* _Directions_
Go through the records and copy each line where the word "other" occurs.

● ● ● ● ●

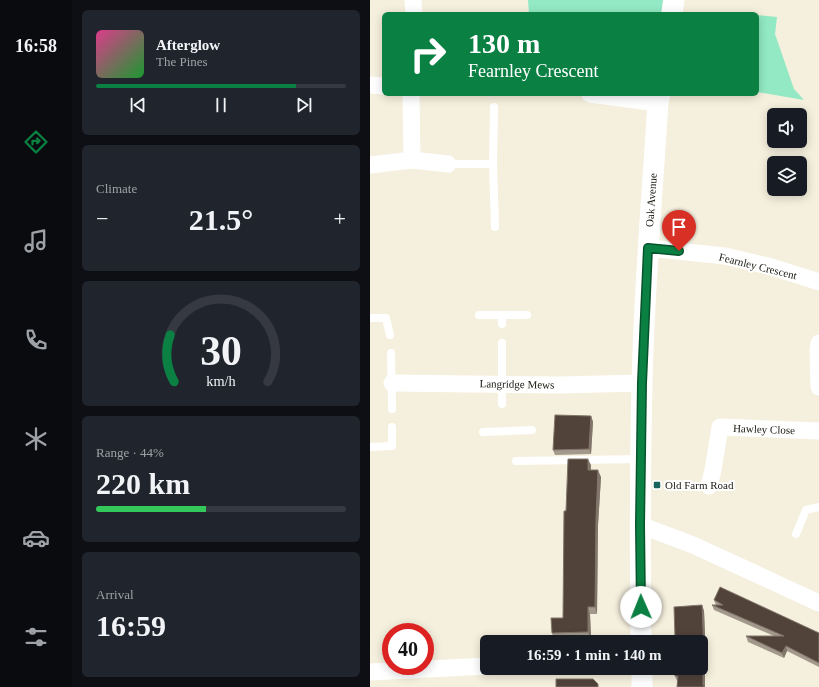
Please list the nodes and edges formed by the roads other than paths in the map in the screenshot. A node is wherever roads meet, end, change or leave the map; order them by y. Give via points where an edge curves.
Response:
1 (413, 0) edge
2 (674, 0) edge
3 (414, 12) edge
4 (672, 12) edge
5 (411, 96) edge
6 (624, 96) edge
7 (659, 98) edge
8 (494, 107) dead end
9 (412, 160) junction
10 (448, 164) joint
11 (493, 164) junction
12 (370, 165) edge
13 (496, 226) dead end
14 (648, 248) junction
15 (819, 282) edge
16 (479, 315) dead end
17 (502, 315) junction
18 (527, 315) dead end
19 (370, 318) edge
20 (502, 324) dead end
21 (390, 335) dead end
22 (502, 343) dead end
23 (819, 343) edge
24 (391, 353) dead end
25 (392, 383) junction
26 (642, 383) junction
27 (502, 384) junction
28 (819, 387) edge
29 (502, 404) dead end
30 (392, 409) dead end
31 (392, 427) dead end
32 (532, 430) dead end
33 (819, 431) edge
34 (483, 432) dead end
35 (370, 447) edge
36 (641, 459) junction
37 (516, 461) dead end
38 (709, 486) dead end
39 (819, 507) edge
40 (640, 525) junction
41 (796, 534) dead end
42 (819, 603) edge
43 (641, 635) edge
44 (480, 666) edge
45 (370, 672) edge
46 (642, 675) edge
47 (642, 687) edge

1 - 3 street
2 - 4 street
5 - 9 street
6 - 7 street
7 - 14 street, Oak Avenue
8 - 11 lane
9 - 10 street
9 - 12 street
10 - 11 lane
11 - 13 lane
14 - 15 street, Fearnley Crescent via 725,256
14 - 26 street, Oak Avenue
16 - 17 lane
17 - 18 lane
17 - 20 lane
19 - 21 lane via 386,318
22 - 27 lane
23 - 28 street
24 - 25 lane
25 - 27 street, Langridge Mews
25 - 30 lane
26 - 27 street, Langridge Mews
26 - 36 street, Oak Avenue
27 - 29 lane
31 - 35 lane via 392,446
32 - 34 lane via 503,428
33 - 38 street, Hawley Close via 720,427
36 - 37 lane
36 - 40 street, Oak Avenue
39 - 41 lane via 806,510
40 - 42 street via 693,545
40 - 43 street, Oak Avenue
44 - 45 street
46 - 47 street

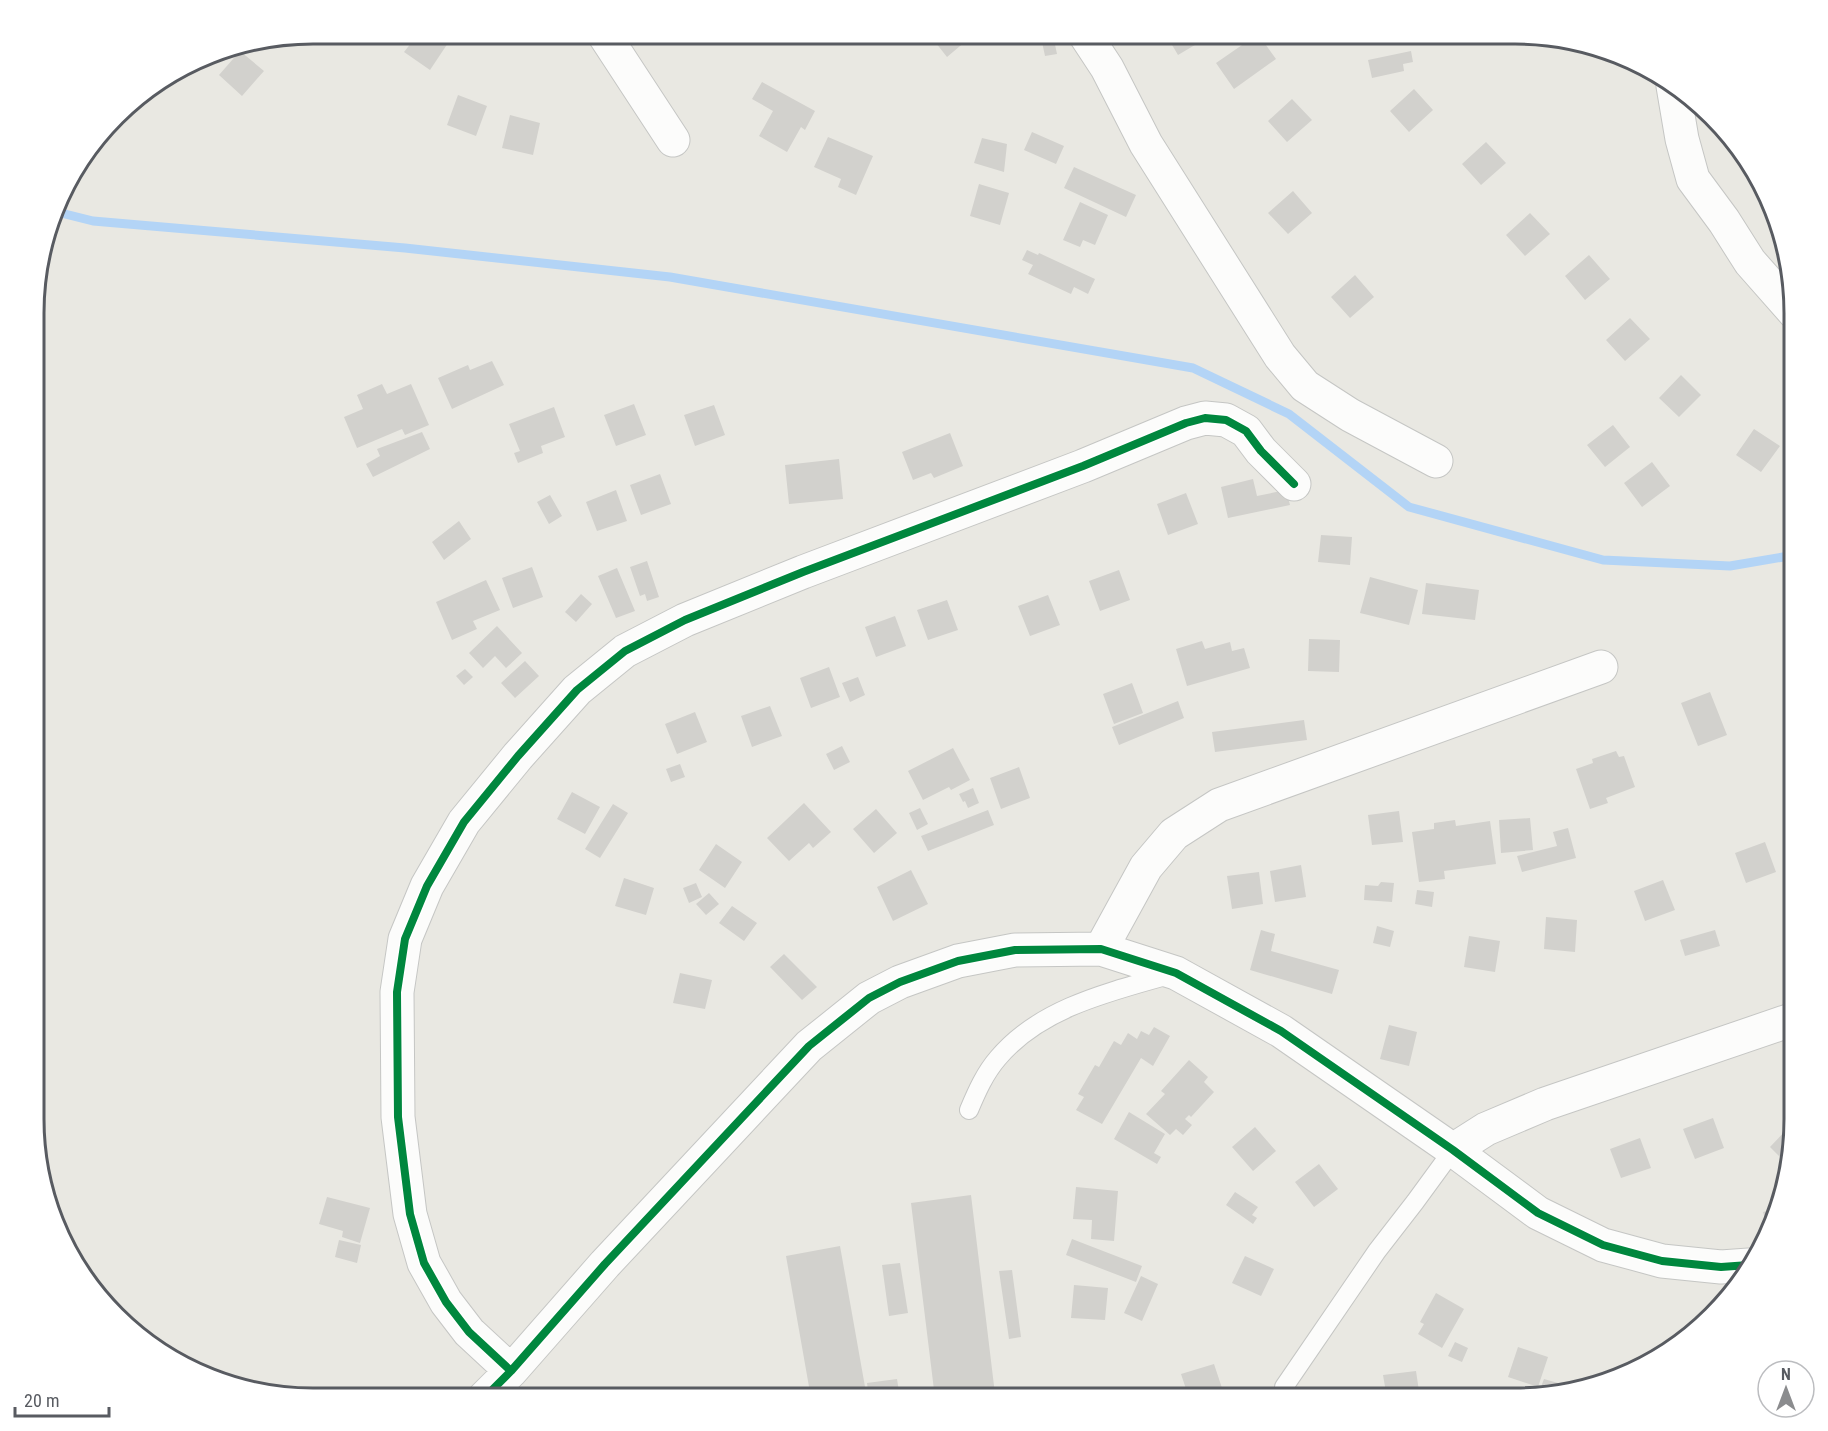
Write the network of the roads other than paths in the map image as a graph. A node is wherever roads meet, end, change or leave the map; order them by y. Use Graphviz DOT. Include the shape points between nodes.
graph roads {
  1 [pos="610,44"];
  2 [pos="1091,44"];
  3 [pos="1675,96"];
  4 [pos="672,140"];
  5 [pos="1784,301"];
  6 [pos="1436,460"];
  7 [pos="1294,484"];
  8 [pos="1601,668"];
  9 [pos="1101,950"];
  10 [pos="1176,973"];
  11 [pos="1784,1022"];
  12 [pos="969,1110"];
  13 [pos="1452,1150"];
  14 [pos="1740,1266"];
  15 [pos="511,1371"];
  16 [pos="1284,1387"];
  17 [pos="494,1388"];
  1 -- 4 [label="street"];
  2 -- 6 [label="street" via="1152,154 1280,356 1305,387"];
  3 -- 5 [label="street" via="1693,179 1750,262"];
  7 -- 15 [label="street" via="1246,431 1226,420 1205,418 1186,423 685,620 625,651 577,690 526,747 464,822 427,886 405,939 397,992 398,1117 410,1214 424,1263 469,1332"];
  8 -- 9 [label="street" via="1219,805 1174,834 1146,867"];
  9 -- 10 [label="street"];
  9 -- 15 [label="street" via="1015,950 958,960 869,998 809,1046 605,1264"];
  10 -- 12 [label="lane" via="1109,992 1054,1015 1019,1037 998,1058"];
  10 -- 13 [label="street" via="1281,1031"];
  11 -- 13 [label="street" via="1545,1104 1486,1129"];
  13 -- 14 [label="street" via="1538,1213 1603,1245 1662,1261"];
  13 -- 16 [label="lane"];
  15 -- 17 [label="street"];
}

● ● ● ● ●

* _Finished exercise_
Please list the nodes and edges formed by the roads other than paths in the map in the screenshot. A node is wherever roads meet, end, change or leave the map; order them by y. Give via points where an edge curves.
Write the network of the roads other than paths in the map image as a graph. A node is wherever roads meet, end, change or leave the map; order them by y. Use Graphviz DOT. Include the shape points between nodes.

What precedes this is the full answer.